Bill Essayli Disqualified as Los Angeles Acting US Attorney (1)

Oct. 29, 2025, 12:35 AM UTCUpdated: Oct. 29, 2025, 1:18 AM UTC

Bill Essayli was unlawfully serving as the Central District of California’s acting US attorney a federal judge said Tuesday, disqualifying him from the role while permitting him to stay on as a top supervising prosecutor in the office.

Judge J. Michael Seabright, a nominee of former President George W. Bush, said Essayli has been unlawfully serving since he stepped down as interim US attorney and took the acting role at the end of July and may no longer “perform the functions and duties of the United States Attorney as Acting United States Attorney.”

However, Seabright permitted him to stay on as first assistant, a role that may allow him maintain much if not all the authority he had as acting US attorney.

“The court has no basis to preclude Essayli from performing the lawful duties of a FAUSA,” Seabright said. “And in that capacity, he could supervise these prosecutions (even though he cannot do so as Acting United States Attorney).”

Until a new US Attorney is lawfully appointed, the Attorney General will perform the role’s duties, and can delegate “many, if not most, of those duties for other officials,” Seabright said.

Seabright also declined to dismiss indictments in the three cases where defense attorneys brought the motions to disqualify Essayli.
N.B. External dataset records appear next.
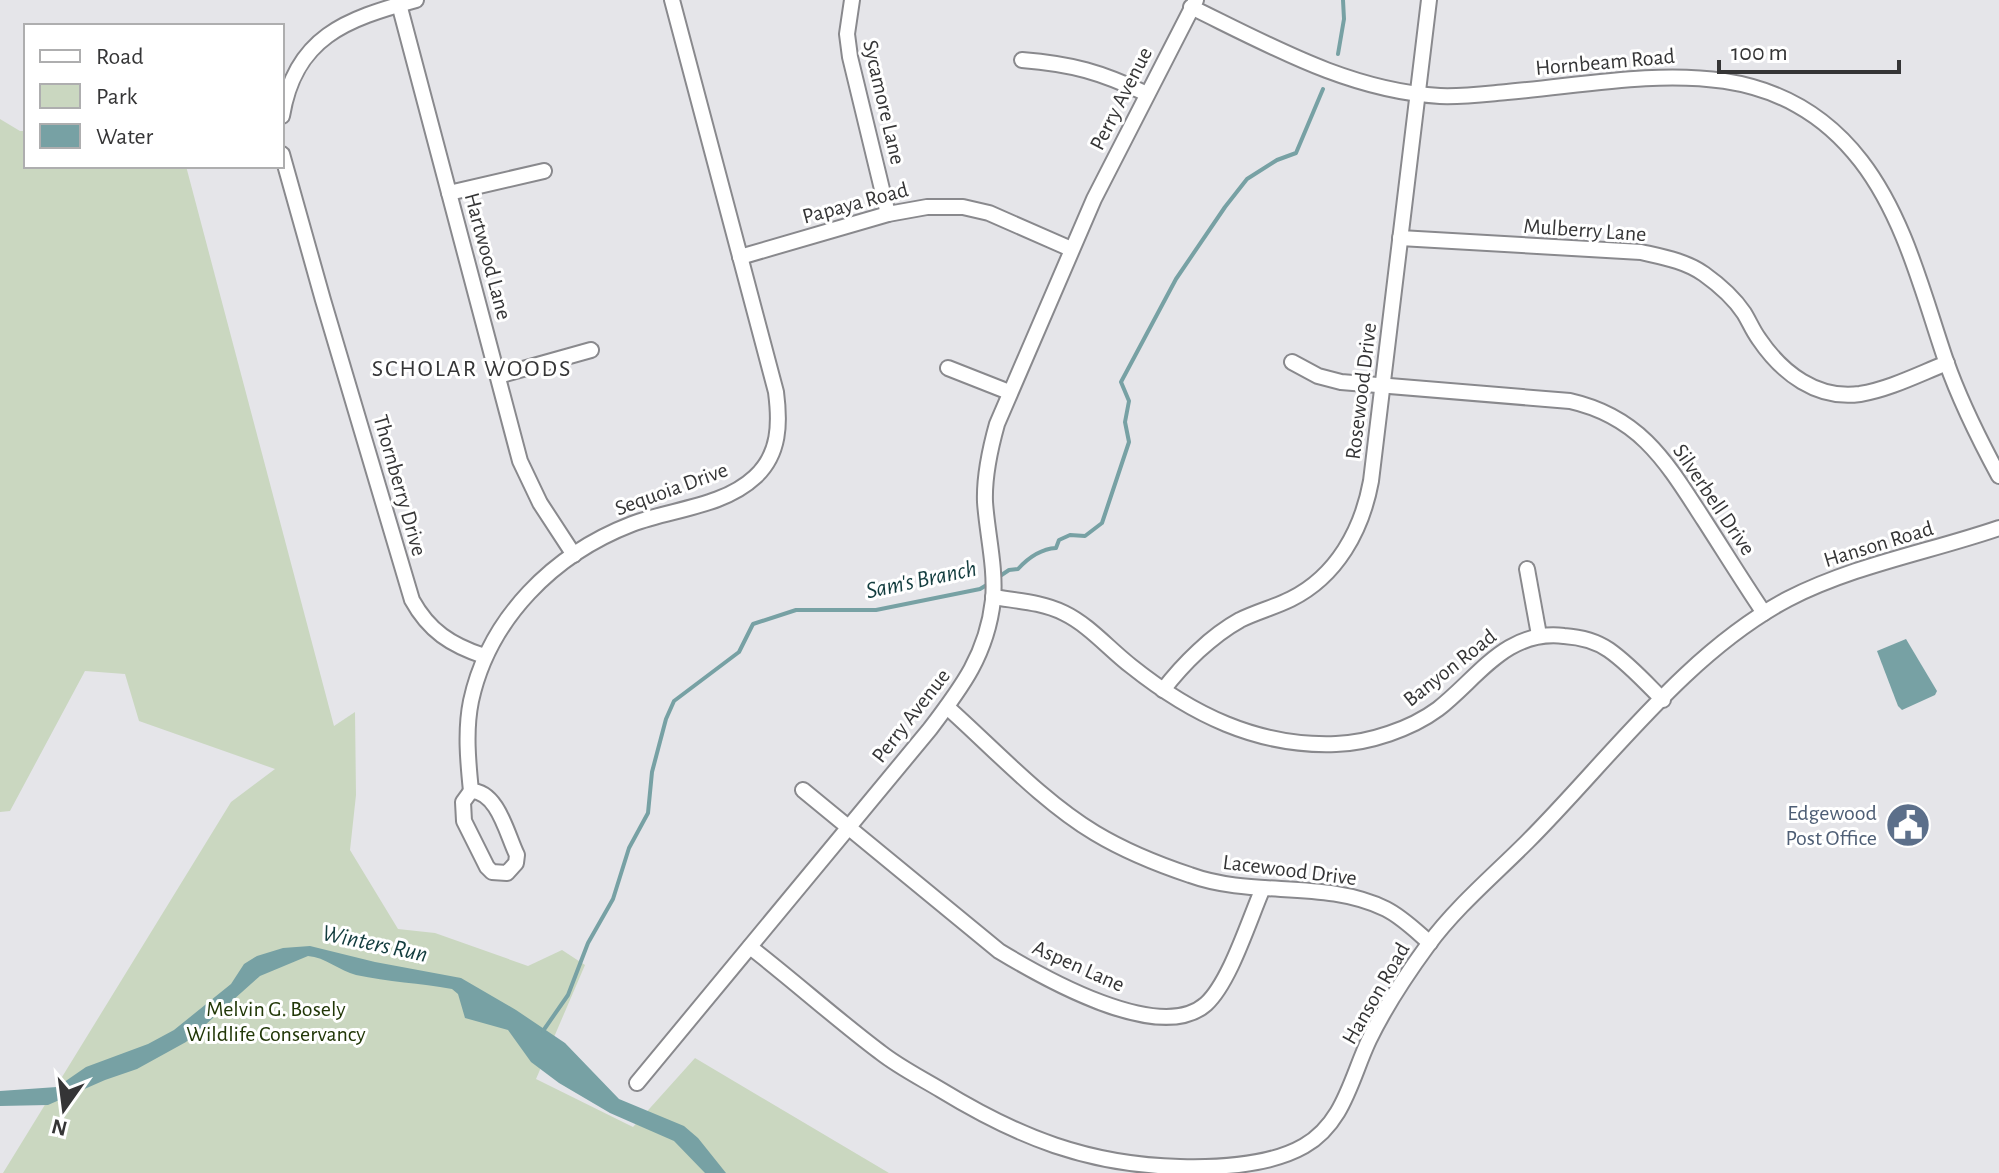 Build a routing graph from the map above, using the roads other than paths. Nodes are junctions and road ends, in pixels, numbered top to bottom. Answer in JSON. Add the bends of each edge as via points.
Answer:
{"nodes":[{"id":1,"x":416,"y":0,"type":"edge"},
{"id":2,"x":672,"y":0,"type":"edge"},
{"id":3,"x":852,"y":0,"type":"edge"},
{"id":4,"x":1429,"y":0,"type":"edge"},
{"id":5,"x":399,"y":4,"type":"junction"},
{"id":6,"x":1194,"y":4,"type":"edge"},
{"id":7,"x":1022,"y":60,"type":"dead end"},
{"id":8,"x":1418,"y":93,"type":"junction"},
{"id":9,"x":1147,"y":94,"type":"junction"},
{"id":10,"x":284,"y":110,"type":"edge"},
{"id":11,"x":284,"y":161,"type":"edge"},
{"id":12,"x":544,"y":171,"type":"dead end"},
{"id":13,"x":449,"y":193,"type":"junction"},
{"id":14,"x":888,"y":214,"type":"junction"},
{"id":15,"x":1400,"y":238,"type":"junction"},
{"id":16,"x":1071,"y":249,"type":"junction"},
{"id":17,"x":740,"y":257,"type":"junction"},
{"id":18,"x":591,"y":350,"type":"dead end"},
{"id":19,"x":1292,"y":362,"type":"dead end"},
{"id":20,"x":1947,"y":363,"type":"junction"},
{"id":21,"x":948,"y":368,"type":"dead end"},
{"id":22,"x":498,"y":376,"type":"junction"},
{"id":23,"x":1382,"y":386,"type":"junction"},
{"id":24,"x":1009,"y":392,"type":"junction"},
{"id":25,"x":1999,"y":476,"type":"edge"},
{"id":26,"x":1999,"y":528,"type":"edge"},
{"id":27,"x":574,"y":555,"type":"junction"},
{"id":28,"x":1527,"y":569,"type":"dead end"},
{"id":29,"x":993,"y":597,"type":"junction"},
{"id":30,"x":1764,"y":613,"type":"junction"},
{"id":31,"x":1539,"y":635,"type":"junction"},
{"id":32,"x":484,"y":656,"type":"junction"},
{"id":33,"x":1163,"y":690,"type":"junction"},
{"id":34,"x":1663,"y":700,"type":"junction"},
{"id":35,"x":947,"y":707,"type":"junction"},
{"id":36,"x":803,"y":790,"type":"dead end"},
{"id":37,"x":471,"y":791,"type":"junction"},
{"id":38,"x":848,"y":827,"type":"junction"},
{"id":39,"x":1263,"y":888,"type":"junction"},
{"id":40,"x":1430,"y":943,"type":"junction"},
{"id":41,"x":750,"y":947,"type":"junction"},
{"id":42,"x":637,"y":1083,"type":"dead end"}],
"edges":[{"from":1,"to":5,"type":"street"},
{"from":2,"to":17,"type":"street","name":"Sequoia Drive"},
{"from":3,"to":14,"type":"street","name":"Sycamore Lane","via":[[850,57]]},
{"from":4,"to":8,"type":"street","name":"Rosewood Drive"},
{"from":5,"to":10,"type":"street","via":[[347,22],[318,41],[296,73]]},
{"from":5,"to":13,"type":"street","name":"Hartwood Lane"},
{"from":6,"to":8,"type":"street","name":"Hornbeam Road","via":[[1331,73]]},
{"from":6,"to":9,"type":"street","name":"Perry Avenue"},
{"from":7,"to":9,"type":"street","via":[[1098,72]]},
{"from":8,"to":15,"type":"street","name":"Rosewood Drive"},
{"from":8,"to":20,"type":"street","name":"Hornbeam Road","via":[[1458,96],[1669,75],[1737,83],[1798,106],[1860,159],[1882,191]]},
{"from":9,"to":16,"type":"street","name":"Perry Avenue"},
{"from":11,"to":32,"type":"street","name":"Thornberry Drive","via":[[412,600],[422,618],[448,642]]},
{"from":12,"to":13,"type":"street"},
{"from":13,"to":22,"type":"street","name":"Hartwood Lane"},
{"from":14,"to":16,"type":"street","name":"Papaya Road","via":[[963,207],[1017,223]]},
{"from":14,"to":17,"type":"street","name":"Papaya Road"},
{"from":15,"to":20,"type":"street","name":"Mulberry Lane","via":[[1641,252],[1671,259],[1703,273],[1726,293],[1791,376],[1831,393],[1858,394]]},
{"from":15,"to":23,"type":"street","name":"Rosewood Drive"},
{"from":16,"to":24,"type":"street","name":"Perry Avenue"},
{"from":17,"to":27,"type":"street","name":"Sequoia Drive","via":[[776,392],[778,435],[765,467],[735,491],[633,524]]},
{"from":18,"to":22,"type":"street"},
{"from":19,"to":23,"type":"street","name":"Silverbell Drive","via":[[1330,379]]},
{"from":20,"to":25,"type":"street","name":"Hornbeam Road"},
{"from":21,"to":24,"type":"street"},
{"from":22,"to":27,"type":"street","name":"Hartwood Lane","via":[[523,471]]},
{"from":23,"to":30,"type":"street","name":"Silverbell Drive","via":[[1570,401],[1610,414],[1665,460]]},
{"from":23,"to":33,"type":"street","name":"Rosewood Drive","via":[[1368,498],[1340,557],[1309,589],[1240,621],[1211,641]]},
{"from":24,"to":29,"type":"street","name":"Perry Avenue","via":[[997,424],[985,499]]},
{"from":26,"to":30,"type":"street","name":"Hanson Road","via":[[1832,579]]},
{"from":27,"to":32,"type":"street","name":"Sequoia Drive","via":[[528,594]]},
{"from":28,"to":31,"type":"street"},
{"from":29,"to":33,"type":"street","name":"Banyon Road","via":[[1065,613]]},
{"from":29,"to":35,"type":"street","name":"Perry Avenue","via":[[972,673]]},
{"from":30,"to":34,"type":"street","name":"Hanson Road","via":[[1715,649]]},
{"from":31,"to":33,"type":"street","name":"Banyon Road","via":[[1495,655],[1415,723],[1340,744],[1294,743],[1248,733],[1200,714]]},
{"from":31,"to":34,"type":"street","name":"Banyon Road","via":[[1576,637],[1602,646]]},
{"from":32,"to":37,"type":"street","name":"Sequoia Drive","via":[[468,723]]},
{"from":34,"to":40,"type":"street","name":"Hanson Road"},
{"from":35,"to":38,"type":"street","name":"Perry Avenue"},
{"from":35,"to":39,"type":"street","name":"Lacewood Drive","via":[[1093,832],[1193,877]]},
{"from":36,"to":38,"type":"street","name":"Aspen Lane"},
{"from":37,"to":37,"type":"street","name":"Sequoia Drive","via":[[463,802],[464,821],[487,867],[507,873],[517,855],[489,797]]},
{"from":38,"to":39,"type":"street","name":"Aspen Lane","via":[[999,951],[1105,1004],[1164,1017],[1193,1012],[1214,995]]},
{"from":38,"to":41,"type":"street","name":"Perry Avenue"},
{"from":39,"to":40,"type":"street","name":"Lacewood Drive","via":[[1368,901]]},
{"from":40,"to":41,"type":"street","name":"Hanson Road","via":[[1380,1020],[1327,1128],[1278,1157],[1210,1168],[1104,1160],[1028,1137],[984,1116],[883,1055]]},
{"from":41,"to":42,"type":"street","name":"Perry Avenue"}]}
He said other prosecutors lawfully signed them and that Essayli’s involvement doesn’t appear to have caused due process violations or other issues with their cases.

The lawyers challenging his designation argued Essayli should not be allowed to continue as first assistant and supervise prosecutions because it would be too similar to the job of an acting US attorney.

“The court shares Defendants’ concern that this result appears to ‘be little remedy at all,’” Seabright said. “And the court generally agrees that the Department of Justice ‘should not be able to accomplish effectively what the statute says [it] cannot do outright.’”

Pattern of Challenges

The motions to disqualify Essayli are part of a pattern of challenges to the Trump administration’s designation of top federal prosecutors without local approval.

District judges in Nevada and New Jersey have rejected the maneuver, where the attorney general briefly taps a pick to be their office’s first assistant so they can automatically fill a US attorney vacancy. A federal appellate panel expressed skepticism that New Jersey top prosecutor Alina Habba was installed using traditional processes.

Seabright said the FVRA’s subsection 3345(a)(1), the part of the federal vacancy law used to justify Essayli’s deisgnation, allows for a first assistant to assume, on an acting basis, the role of a Senate-confirmed Presidential appointee if the assistant is in place when the officer dies, resigns, or is incapacitated.

Bloomberg Law previously reported that Essayli has ignored and overruled the recommendations of senior prosecutors, instructed staff to disregard Justice Department policies, and forced lawyers to redo indictment failures before new grand juries, according to multiple lawyers with knowledge of the matters.

His office said the allegations were based on inaccurate and misleading information.

The case is USA v. Ramirez, C.D. Cal., No. 5:25-cr-00264, 10/28/25.